On connaissait déjà le fameux dossier "La bonne manière d'aborder l'affaire Weinstein", un document Excel de 57 pages censé démontrer l'innocence de l'un des hommes les plus puissants d'Hollywood. L'équipe de Harvey Weinstein avait jugé bon de le transmettre aux journalistes, quelques jours à peine après l'ouverture de son procès historique, le 6 janvier dernier. Mais aujourd'hui, c'est d'un autre document plutôt déconcertant dont il est question : une certaine "liste rouge" rédigée par l'accusé himself.
Sur cette liste rouge, révélée par le détective privé Sam Anson lors du troisième jour du procès, on trouve de nombreux noms. Des noms de femmes, bien entendu. Et pas n'importe lesquelles. Les noms de toutes celles, actrices ou anciennes employées, qui seraient susceptibles de révéler des faits compromettants sur l'homme d'affaires, comme l'énonce l'AFP. En somme, de le "dénoncer". Sam Anson aurait reçu un email de la main-même d'Harvey Weinstein, l'invitant à enquêter sur ces potentielles futures accusatrices tout en détaillant certaines démarches à effectuer.
Chose étonnante, le courriel en question a été envoyé à la mi-août, soit deux mois avant la publication des édifiantes enquêtes du New York Times et du New Yorker, c'est-à-dire en amont de "l'affaire Weinstein".
"Harvey Weinstein a dit qu'il était préoccupé par la publication à venir d'articles détaillant de manière négative son "comportement" sexuel", a déclaré Sam Anson au tribunal de Manhattan, où il était appelé la semaine dernière en tant que témoin. Le détective privé aurait même reçu un appel téléphonique du producteur déchu. Lors de cette conversation très animée, a-t-il détaillé au procureur adjoint de Manhattan, le magnat avait l'air "agité, stressé, contrarié" - comme une annonce des révélations fracassantes qui allaient suivre. Les e-mails compromettants envoyés par Harvey Weinstein ont été dévoilés au jury ces derniers jours. Cette enquête que lui proposait le businessman, Sam Anson l'a refusé. Mais demeure aujourd'hui cette question : quelles étaient donc ces énigmatiques "femmes à suivre" ?
Elles sont nombreuses, comme le révèle le magazine Variety. Sur cette "liste rouge" se trouve le nom de l'actrice Annabella Sciorra, qui a accusé Harvey Weinstein de viol. Mais également celui, plus médiatisé, de Rose McGowan, l'une des figures de proue du mouvement #MeToo. L'actrice accuse également "l'intouchable" d'Hollywood de viol.

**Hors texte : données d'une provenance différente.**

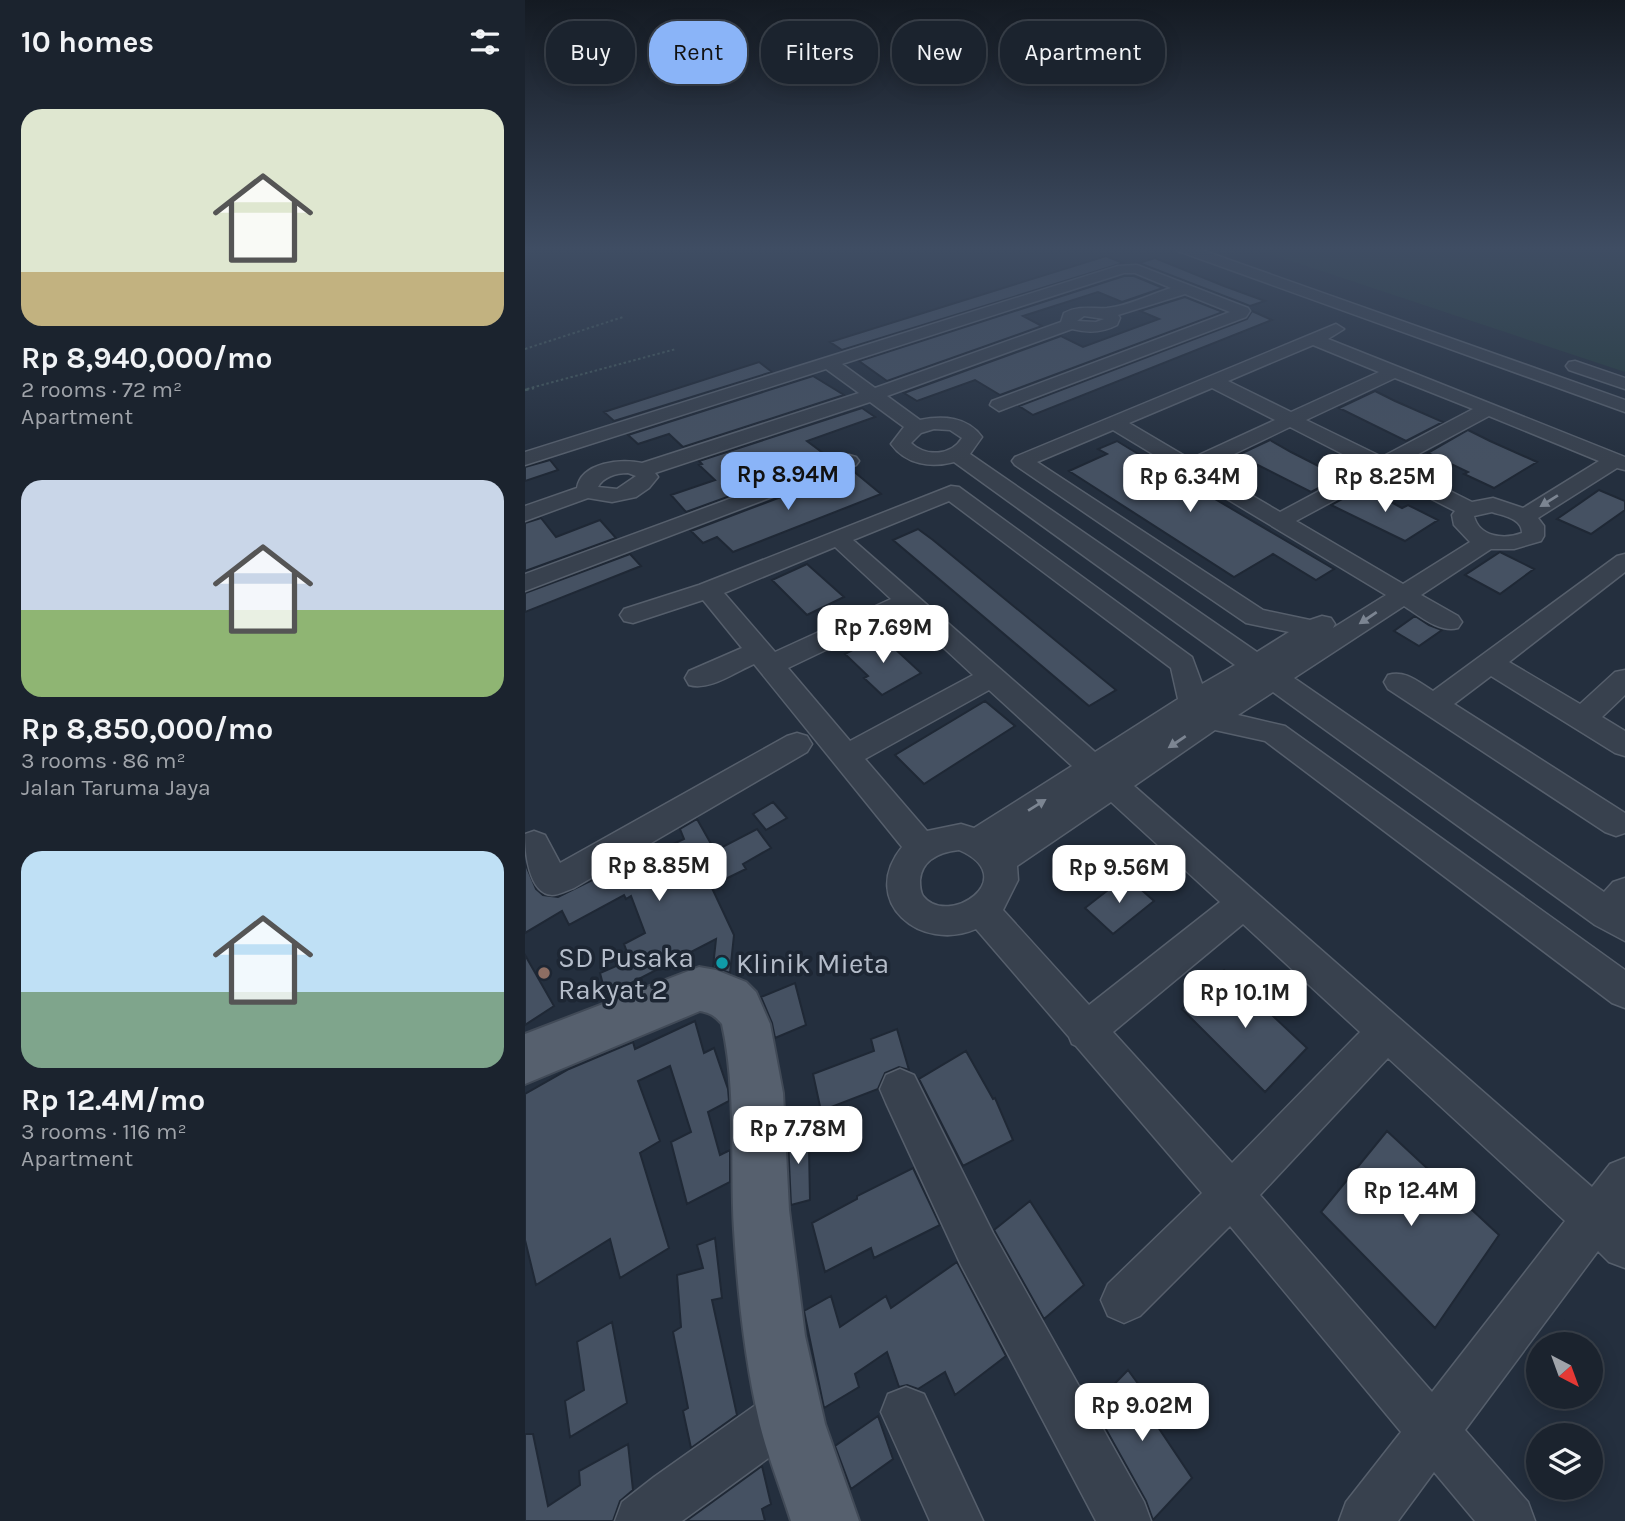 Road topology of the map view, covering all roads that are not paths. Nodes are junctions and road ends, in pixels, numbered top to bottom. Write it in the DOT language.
graph roads {
  1 [pos="963,319"];
  2 [pos="1071,319"];
  3 [pos="1227,319"];
  4 [pos="1400,319"];
  5 [pos="1412,319"];
  6 [pos="1106,320"];
  7 [pos="1336,329"];
  8 [pos="1314,339"];
  9 [pos="1148,349"];
  10 [pos="828,362"];
  11 [pos="1561,362"];
  12 [pos="1395,371"];
  13 [pos="1213,381"];
  14 [pos="1624,392"];
  15 [pos="872,395"];
  16 [pos="999,405"];
  17 [pos="1488,409"];
  18 [pos="1291,420"];
  19 [pos="1113,422"];
  20 [pos="917,427"];
  21 [pos="578,442"];
  22 [pos="957,454"];
  23 [pos="525,459"];
  24 [pos="1612,459"];
  25 [pos="849,461"];
  26 [pos="1383,466"];
  27 [pos="1190,467"];
  28 [pos="607,469"];
  29 [pos="643,470"];
  30 [pos="588,491"];
  31 [pos="627,493"];
  32 [pos="1516,512"];
  33 [pos="525,514"];
  34 [pos="1281,520"];
  35 [pos="1475,527"];
  36 [pos="656,534"];
  37 [pos="839,539"];
  38 [pos="1625,561"];
  39 [pos="525,583"];
  40 [pos="1394,589"];
  41 [pos="708,590"];
  42 [pos="909,600"];
  43 [pos="633,615"];
  44 [pos="1449,622"];
  45 [pos="1325,635"];
  46 [pos="765,658"];
  47 [pos="1490,663"];
  48 [pos="1265,673"];
  49 [pos="992,676"];
  50 [pos="699,678"];
  51 [pos="1625,679"];
  52 [pos="1398,682"];
  53 [pos="1434,705"];
  54 [pos="1202,711"];
  55 [pos="1582,719"];
  56 [pos="797,744"];
  57 [pos="1625,745"];
  58 [pos="846,756"];
  59 [pos="1104,777"];
  60 [pos="1616,823"];
  61 [pos="525,847"];
  62 [pos="922,848"];
  63 [pos="990,850"];
  64 [pos="1243,904"];
  65 [pos="982,911"];
  66 [pos="1619,911"];
  67 [pos="1625,991"];
  68 [pos="1085,1031"];
  69 [pos="1387,1032"];
  70 [pos="525,1059"];
  71 [pos="900,1089"];
  72 [pos="1625,1179"];
  73 [pos="1231,1194"];
  74 [pos="1611,1232"];
  75 [pos="1124,1300"];
  76 [pos="789,1412"];
  77 [pos="906,1412"];
  78 [pos="1433,1431"];
  79 [pos="641,1521"];
  80 [pos="825,1521"];
  81 [pos="957,1521"];
  82 [pos="1125,1521"];
  83 [pos="1365,1521"];
  84 [pos="1509,1521"];
  1 -- 10 [label="street"];
  2 -- 15 [label="street"];
  3 -- 9 [label="street"];
  4 -- 14 [label="street"];
  5 -- 14 [label="street"];
  6 -- 9 [label="street"];
  7 -- 8 [label="street"];
  8 -- 12 [label="street"];
  8 -- 13 [label="street"];
  9 -- 16 [label="street"];
  10 -- 15 [label="street"];
  10 -- 21 [label="street"];
  11 -- 14 [label="street"];
  12 -- 17 [label="street"];
  12 -- 18 [label="street"];
  13 -- 18 [label="street"];
  13 -- 19 [label="street"];
  15 -- 20 [label="street"];
  15 -- 29 [label="street"];
  17 -- 24 [label="street"];
  17 -- 26 [label="street"];
  18 -- 26 [label="street"];
  18 -- 27 [label="street"];
  19 -- 27 [label="street"];
  19 -- 45 [label="street"];
  20 -- 22 [label="street"];
  20 -- 22 [label="street"];
  21 -- 23 [label="street"];
  21 -- 28 [label="street"];
  22 -- 48 [label="street"];
  24 -- 32 [label="street"];
  25 -- 36 [label="street"];
  26 -- 34 [label="street"];
  26 -- 35 [label="street"];
  27 -- 34 [label="street"];
  28 -- 29 [label="street"];
  28 -- 30 [label="street"];
  29 -- 31 [label="street"];
  30 -- 31 [label="street"];
  30 -- 33 [label="street"];
  31 -- 36 [label="street"];
  32 -- 35 [label="street"];
  32 -- 35 [label="street"];
  34 -- 40 [label="street"];
  35 -- 40 [label="street"];
  36 -- 39 [label="street"];
  37 -- 41 [label="street"];
  37 -- 42 [label="street"];
  37 -- 54 [label="street"];
  38 -- 47 [label="street"];
  40 -- 44 [label="street"];
  40 -- 45 [label="street"];
  41 -- 43 [label="street"];
  41 -- 46 [label="street"];
  42 -- 46 [label="street"];
  42 -- 49 [label="street"];
  45 -- 48 [label="street"];
  46 -- 50 [label="street"];
  46 -- 58 [label="street"];
  47 -- 53 [label="street"];
  47 -- 55 [label="street"];
  48 -- 54 [label="street"];
  48 -- 66 [label="street"];
  49 -- 58 [label="street"];
  49 -- 59 [label="street"];
  51 -- 55 [label="street"];
  52 -- 53 [label="street"];
  53 -- 60 [label="street"];
  54 -- 59 [label="street"];
  54 -- 67 [label="street"];
  55 -- 57 [label="street"];
  56 -- 61 [label="street"];
  58 -- 62 [label="street"];
  59 -- 63 [label="street"];
  59 -- 64 [label="street"];
  62 -- 63 [label="street"];
  62 -- 65 [label="street"];
  63 -- 65 [label="street"];
  64 -- 68 [label="street"];
  64 -- 69 [label="street"];
  65 -- 68 [label="street"];
  68 -- 73 [label="street"];
  69 -- 73 [label="street"];
  69 -- 74 [label="street"];
  70 -- 76 [label="main road"];
  71 -- 82 [label="street"];
  72 -- 74 [label="street"];
  73 -- 75 [label="street"];
  73 -- 78 [label="street"];
  74 -- 78 [label="street"];
  76 -- 79 [label="street"];
  76 -- 80 [label="main road"];
  77 -- 81 [label="street"];
  78 -- 83 [label="street"];
  78 -- 84 [label="street"];
}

Ses demandes pressantes d'enquête seraient-elles la preuve d'une culpabilité certaine ? Pas le moins du monde, proteste Arthur Aidala (l'un des avocats du producteur), qui l'a affirmé aux jurés : son client désirait une enquête car il était persuadé que ces femmes "comptaient lui extorquer de l'argent", et c'est tout. Et que, bien sûr, les accusations d'Annabella Sciorra, qui a témoigné face au jury le 23 janvier dernier, n'étaient que calomnies.
Et comme toujours depuis l'ouverture du procès, les contre-interrogatoires de Donna Rotunno (l'avocate d'Harvey Weinstein) visant à démontrer la teneur "calomnieuse" de ces témoignages portent sur la question du consentement. Pour Rotunno, ces accusations ne tiennent pas debout car elles sont exprimées bien des années après les faits, mais aussi parce que l'accusatrice a continué d'échanger avec son potentiel agresseur. Des idées démontées par la psychiatre Barbara Ziv. Réagissant aux arguments de Rotunno le 24 janvier dernier, l'experte l'a déploré : "des personnes évaluent des violences sexuelles avec des idées préconçues souvent fausses. C'est ce que l'on appelle les mythes sur les viols. La plupart des gens croient à ces mythes, mais les études nous montrent qu'ils sont faux".
"Souvenez-vous que dans 85% des cas, [l'agresseur] est quelqu'un [que les victimes] connaissent. Parfois, elles ne veulent pas croire que cela leur est arrivé ; elles restent donc en lien avec l'agresseur", a appuyé la psychiatre, rappelant au passage que "le viol est le crime le moins signalé aux autorités aux Etats-Unis". De quoi déboulonner une certaine culture du viol, encombrant de toutes parts la défense d'Harvey Weinstein.